Duan, Fumei; Wang, Yong; Wang, Ying; Zhao, Han
2018-06-16
The calculation of marginal abatement costs of CO 2 plays a vital role in meeting China's 2020 emission reduction targets by providing reference for determining carbon tax and carbon trading pricing. However, most existing researches only used one method to discuss regional and industrial marginal abatement costs, and almost no studies predicted future marginal abatement costs from the perspective of CO 2 emission efficiency. To make up for the gaps, this paper first estimates marginal abatement costs of CO 2 in three major industries of 30 provinces in China from 2005 to 2015 based on three assumptions. Second, based on the principle of fairness and efficiency, China's 2020 emission reduction targets are decomposed by province.
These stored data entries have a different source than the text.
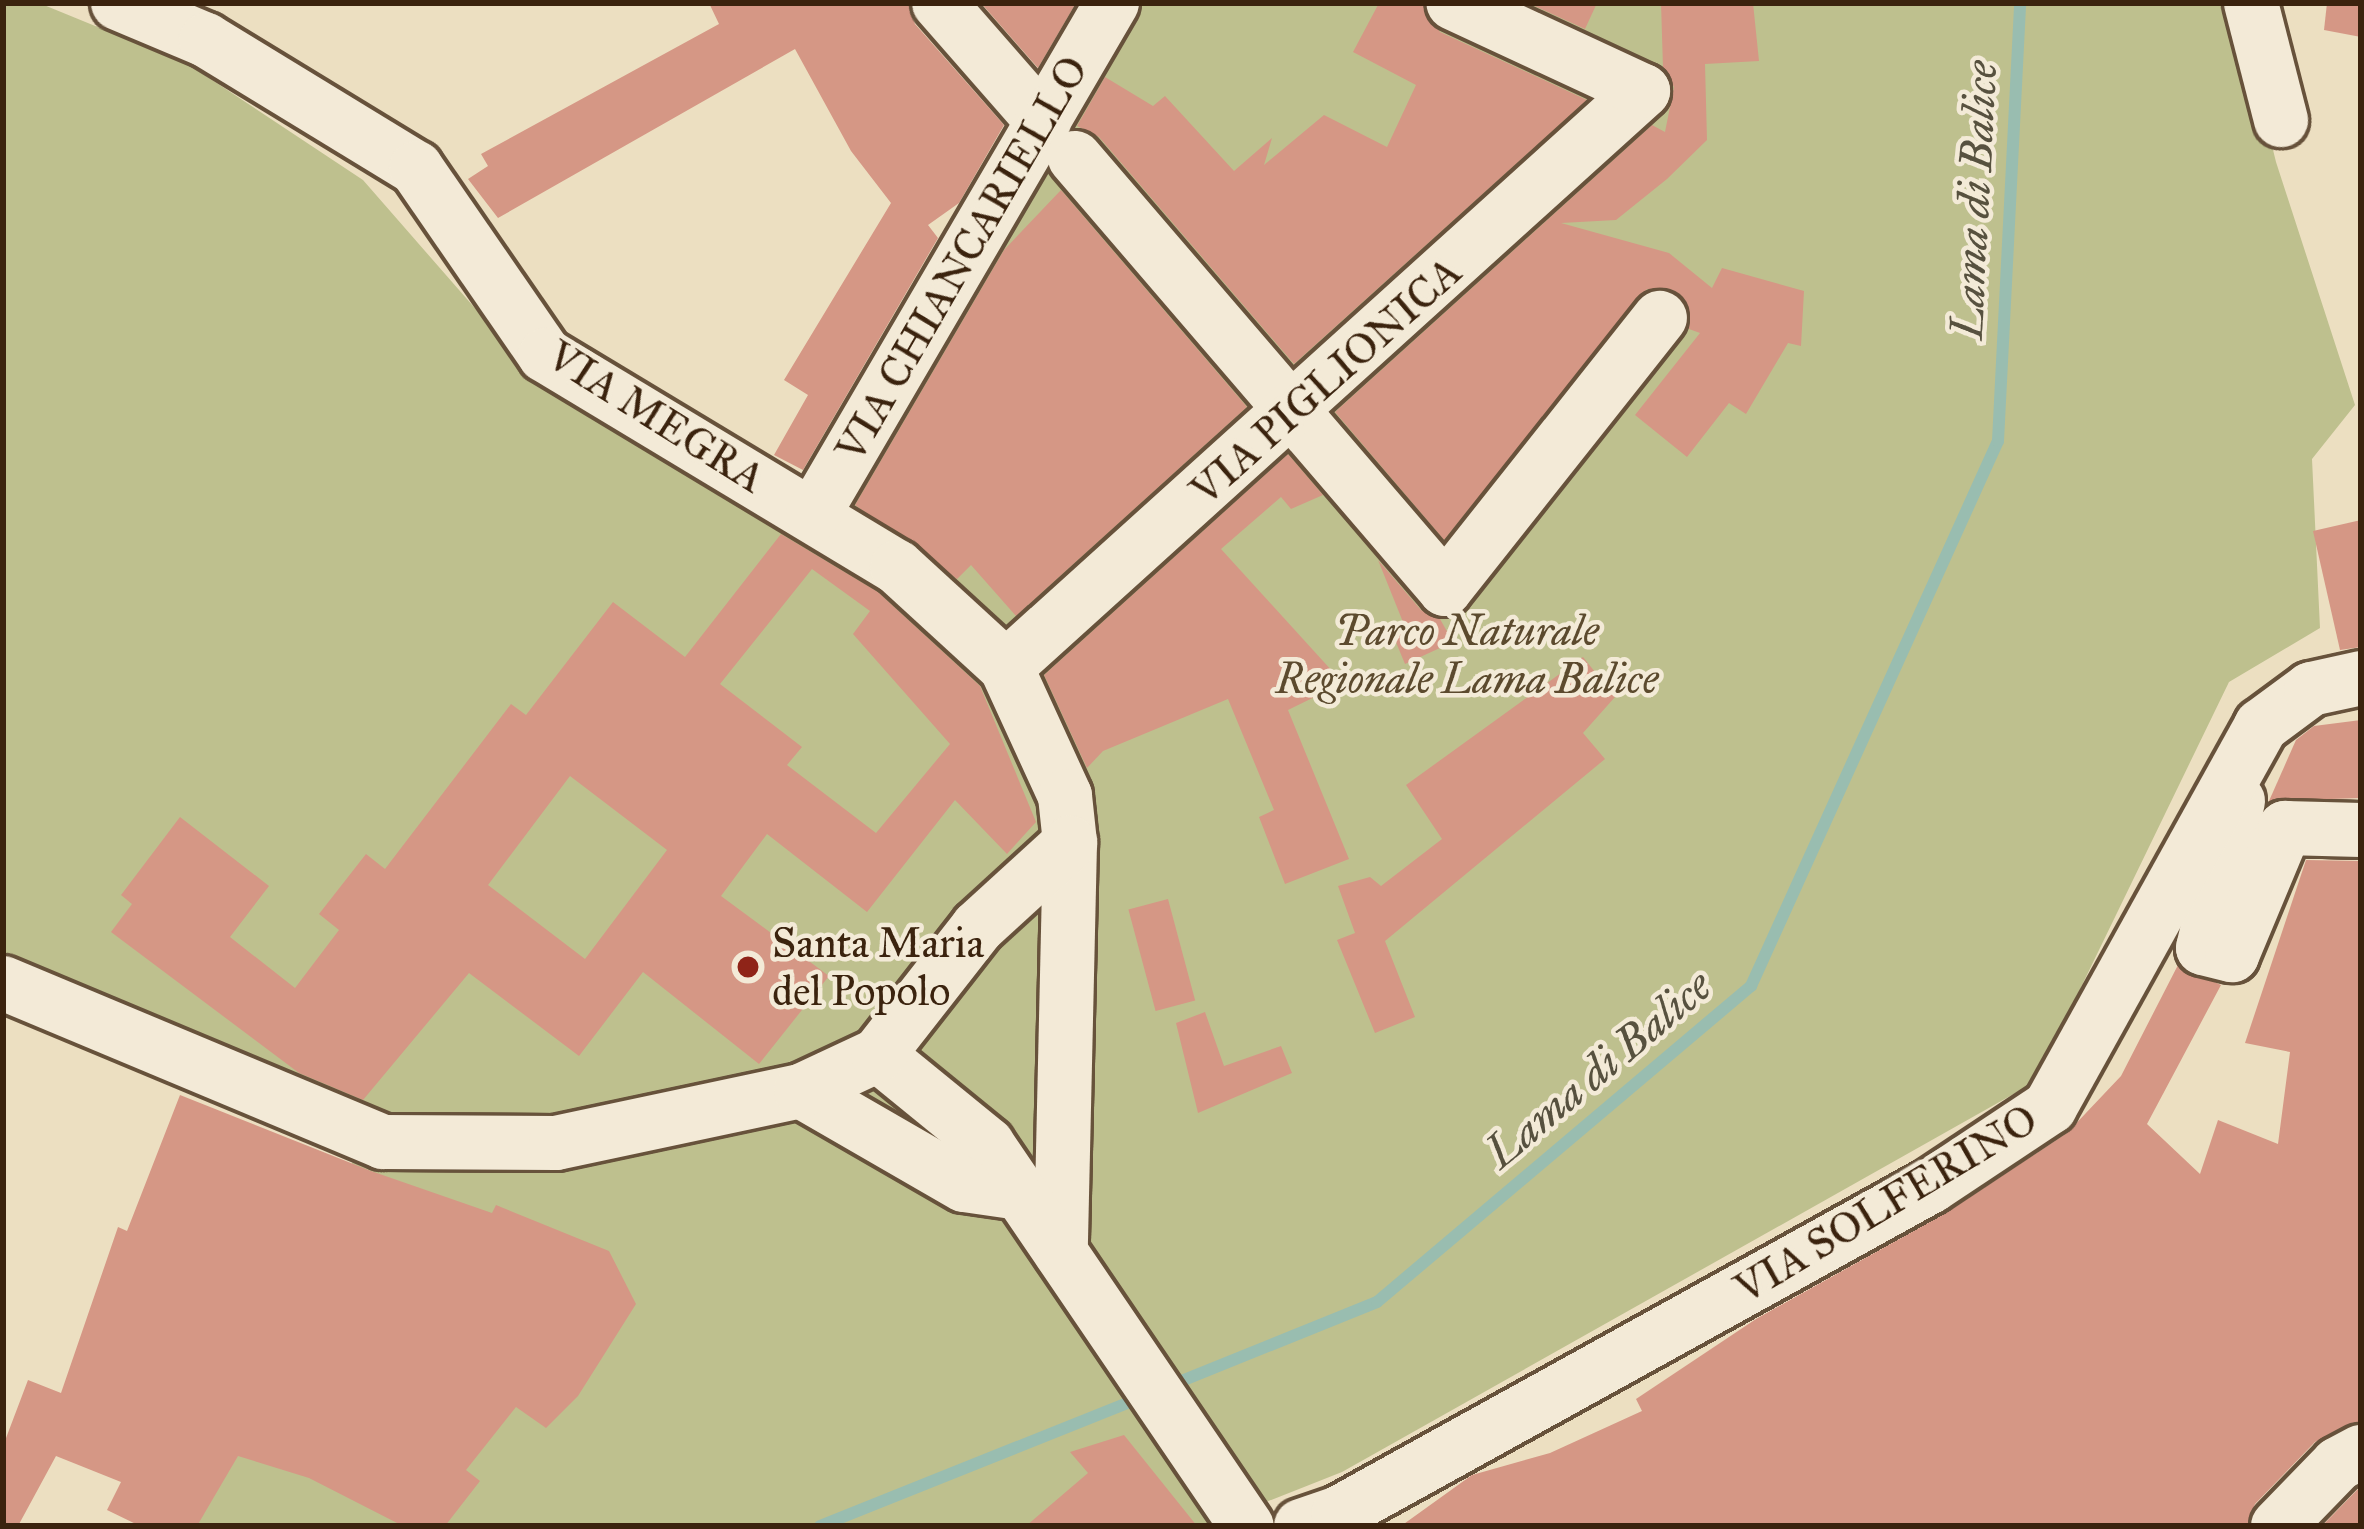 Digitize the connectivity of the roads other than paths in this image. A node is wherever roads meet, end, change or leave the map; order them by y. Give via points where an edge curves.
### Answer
1 (118, 3) edge
2 (939, 3) edge
3 (1112, 3) edge
4 (1453, 3) edge
5 (2251, 3) edge
6 (2281, 120) dead end
7 (1060, 140) junction
8 (1660, 318) dead end
9 (1295, 412) junction
10 (813, 515) junction
11 (1006, 667) junction
12 (2361, 678) edge
13 (2237, 758) junction
14 (2361, 830) edge
15 (1070, 843) junction
16 (3, 983) edge
17 (878, 1055) junction
18 (801, 1090) junction
19 (1013, 1192) junction
20 (1061, 1252) junction
21 (2361, 1452) edge
22 (1247, 1526) edge
23 (1300, 1526) edge
24 (2278, 1526) edge

1 - 10 street, VIA MEGRA via 206,40 416,168 545,355
2 - 7 street
3 - 7 street, VIA CHIANCARIELLO
4 - 9 street, VIA PIGLIONICA via 1643,92
5 - 6 street
7 - 9 street
7 - 10 street, VIA CHIANCARIELLO
8 - 9 street via 1445,590
9 - 11 street, VIA PIGLIONICA
10 - 11 street, VIA MEGRA via 897,567
11 - 15 street, VIA MEGRA via 1065,796
12 - 13 street, VIA SOLFERINO via 2283,703
13 - 14 street via 2238,808 2204,948 2232,955 2285,828
13 - 23 street, VIA SOLFERINO via 2092,1042 2050,1107 1931,1186 1340,1513
15 - 17 street via 978,927
15 - 20 street, VIA MEGRA
16 - 18 street via 383,1142 556,1143
17 - 18 street
17 - 19 street via 987,1144
18 - 19 street via 964,1185
19 - 20 street
20 - 22 street
21 - 24 street via 2338,1464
Based on the ZSG-C-DDF model, the marginal abatement costs of CO 2 in all provinces in China in 2020 are estimated and compared with the marginal abatement costs of 2005 to 2015. The results show that (1) from 2005 to 2015, marginal abatement costs of CO 2 in all provinces show a fluctuating upward trend; (2) compared with the marginal abatement costs of primary industry or tertiary industry, most provinces have lower marginal abatement costs for secondary industry; and (3) the average marginal abatement costs of CO 2 for China in 2020 are 2766.882 Yuan/tonne for the 40% carbon intensity reduction target and 3334.836 Yuan/tonne for the 45% target, showing that the higher the emission reduction target, the higher the marginal abatement costs of CO 2 . (4) Overall, the average marginal abatement costs of CO 2 in China by 2020 are higher than those in 2005-2015. The empirical analysis in this paper can provide multiple references for environmental policy makers.